[Saved data entries]
# # # #

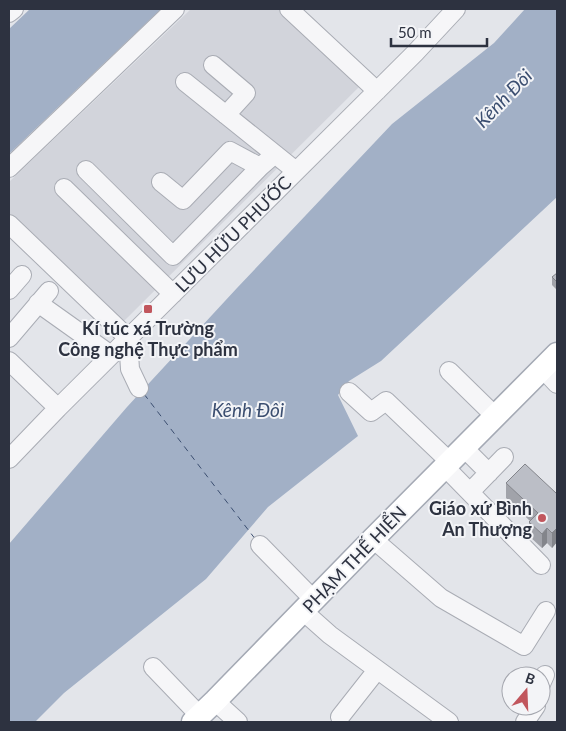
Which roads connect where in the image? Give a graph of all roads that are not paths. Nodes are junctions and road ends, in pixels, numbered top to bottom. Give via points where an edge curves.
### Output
1 (14, 9) edge
2 (175, 9) edge
3 (289, 9) edge
4 (456, 9) edge
5 (9, 14) edge
6 (213, 65) dead end
7 (185, 82) dead end
8 (377, 90) junction
9 (226, 115) junction
10 (275, 154) junction
11 (260, 167) junction
12 (9, 168) edge
13 (86, 170) dead end
14 (296, 171) junction
15 (161, 182) dead end
16 (64, 188) dead end
17 (9, 224) edge
18 (22, 274) dead end
19 (9, 290) edge
20 (173, 294) junction
21 (9, 338) edge
22 (128, 338) junction
23 (111, 355) junction
24 (10, 365) edge
25 (552, 369) edge
26 (448, 371) dead end
27 (138, 388) dead end
28 (349, 392) dead end
29 (58, 408) junction
30 (495, 416) junction
31 (10, 454) edge
32 (504, 457) dead end
33 (452, 458) junction
34 (488, 473) junction
35 (470, 492) junction
36 (373, 538) junction
37 (260, 545) dead end
38 (541, 565) dead end
39 (309, 605) junction
40 (546, 611) dead end
41 (153, 668) dead end
42 (377, 670) junction
43 (203, 713) edge
44 (340, 717) dead end
45 (238, 722) edge
46 (449, 722) edge

1 - 5 street
2 - 12 street
3 - 8 street
4 - 8 street, LƯU HỮU PHƯỚC
6 - 9 street via 246,93
7 - 9 street
8 - 14 street, LƯU HỮU PHƯỚC
9 - 10 street
10 - 11 street
10 - 14 street
11 - 13 street via 173,256
11 - 15 street via 230,151 183,200
14 - 20 street, LƯU HỮU PHƯỚC
16 - 20 street
17 - 22 street
18 - 19 street
20 - 22 street, LƯU HỮU PHƯỚC
21 - 23 street via 44,297
22 - 23 street, LƯU HỮU PHƯỚC
22 - 27 street via 130,369
23 - 29 street, LƯU HỮU PHƯỚC
24 - 29 street
25 - 30 main road, PHẠM THẾ HIỂN
26 - 30 street
28 - 33 street via 371,412 386,401
29 - 31 street, LƯU HỮU PHƯỚC
30 - 33 main road, PHẠM THẾ HIỂN
32 - 34 street
33 - 34 street
33 - 35 street
33 - 36 main road, PHẠM THẾ HIỂN
34 - 35 street
35 - 38 street
36 - 39 main road, PHẠM THẾ HIỂN
36 - 40 street via 441,598 524,646
37 - 39 street
39 - 42 street via 330,635
39 - 43 main road, PHẠM THẾ HIỂN
41 - 43 street
42 - 44 street
42 - 46 street
43 - 45 street

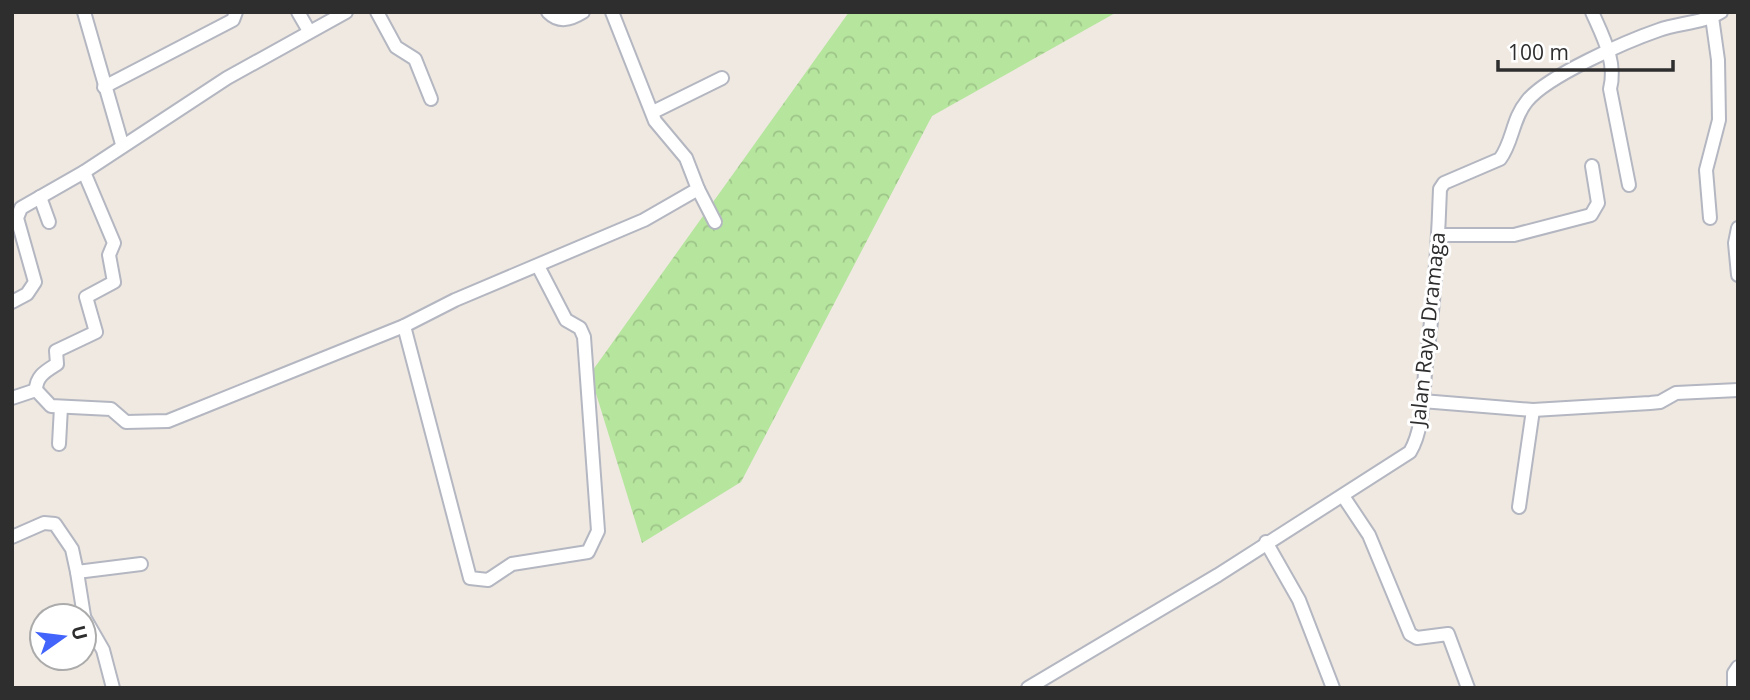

# # # #

**Work instructions:** Please set the records down again exactly as written. The pictures should not be included.

**Solved exercise:**
Which roads connect where in the image? Give a graph of all roads that are not paths. Nodes are junctions and road ends, in pixels, numbered top to bottom. Give via points where an edge curves.
### Output
1 (14, 9) edge
2 (175, 9) edge
3 (289, 9) edge
4 (456, 9) edge
5 (9, 14) edge
6 (213, 65) dead end
7 (185, 82) dead end
8 (377, 90) junction
9 (226, 115) junction
10 (275, 154) junction
11 (260, 167) junction
12 (9, 168) edge
13 (86, 170) dead end
14 (296, 171) junction
15 (161, 182) dead end
16 (64, 188) dead end
17 (9, 224) edge
18 (22, 274) dead end
19 (9, 290) edge
20 (173, 294) junction
21 (9, 338) edge
22 (128, 338) junction
23 (111, 355) junction
24 (10, 365) edge
25 (552, 369) edge
26 (448, 371) dead end
27 (138, 388) dead end
28 (349, 392) dead end
29 (58, 408) junction
30 (495, 416) junction
31 (10, 454) edge
32 (504, 457) dead end
33 (452, 458) junction
34 (488, 473) junction
35 (470, 492) junction
36 (373, 538) junction
37 (260, 545) dead end
38 (541, 565) dead end
39 (309, 605) junction
40 (546, 611) dead end
41 (153, 668) dead end
42 (377, 670) junction
43 (203, 713) edge
44 (340, 717) dead end
45 (238, 722) edge
46 (449, 722) edge

1 - 5 street
2 - 12 street
3 - 8 street
4 - 8 street, LƯU HỮU PHƯỚC
6 - 9 street via 246,93
7 - 9 street
8 - 14 street, LƯU HỮU PHƯỚC
9 - 10 street
10 - 11 street
10 - 14 street
11 - 13 street via 173,256
11 - 15 street via 230,151 183,200
14 - 20 street, LƯU HỮU PHƯỚC
16 - 20 street
17 - 22 street
18 - 19 street
20 - 22 street, LƯU HỮU PHƯỚC
21 - 23 street via 44,297
22 - 23 street, LƯU HỮU PHƯỚC
22 - 27 street via 130,369
23 - 29 street, LƯU HỮU PHƯỚC
24 - 29 street
25 - 30 main road, PHẠM THẾ HIỂN
26 - 30 street
28 - 33 street via 371,412 386,401
29 - 31 street, LƯU HỮU PHƯỚC
30 - 33 main road, PHẠM THẾ HIỂN
32 - 34 street
33 - 34 street
33 - 35 street
33 - 36 main road, PHẠM THẾ HIỂN
34 - 35 street
35 - 38 street
36 - 39 main road, PHẠM THẾ HIỂN
36 - 40 street via 441,598 524,646
37 - 39 street
39 - 42 street via 330,635
39 - 43 main road, PHẠM THẾ HIỂN
41 - 43 street
42 - 44 street
42 - 46 street
43 - 45 street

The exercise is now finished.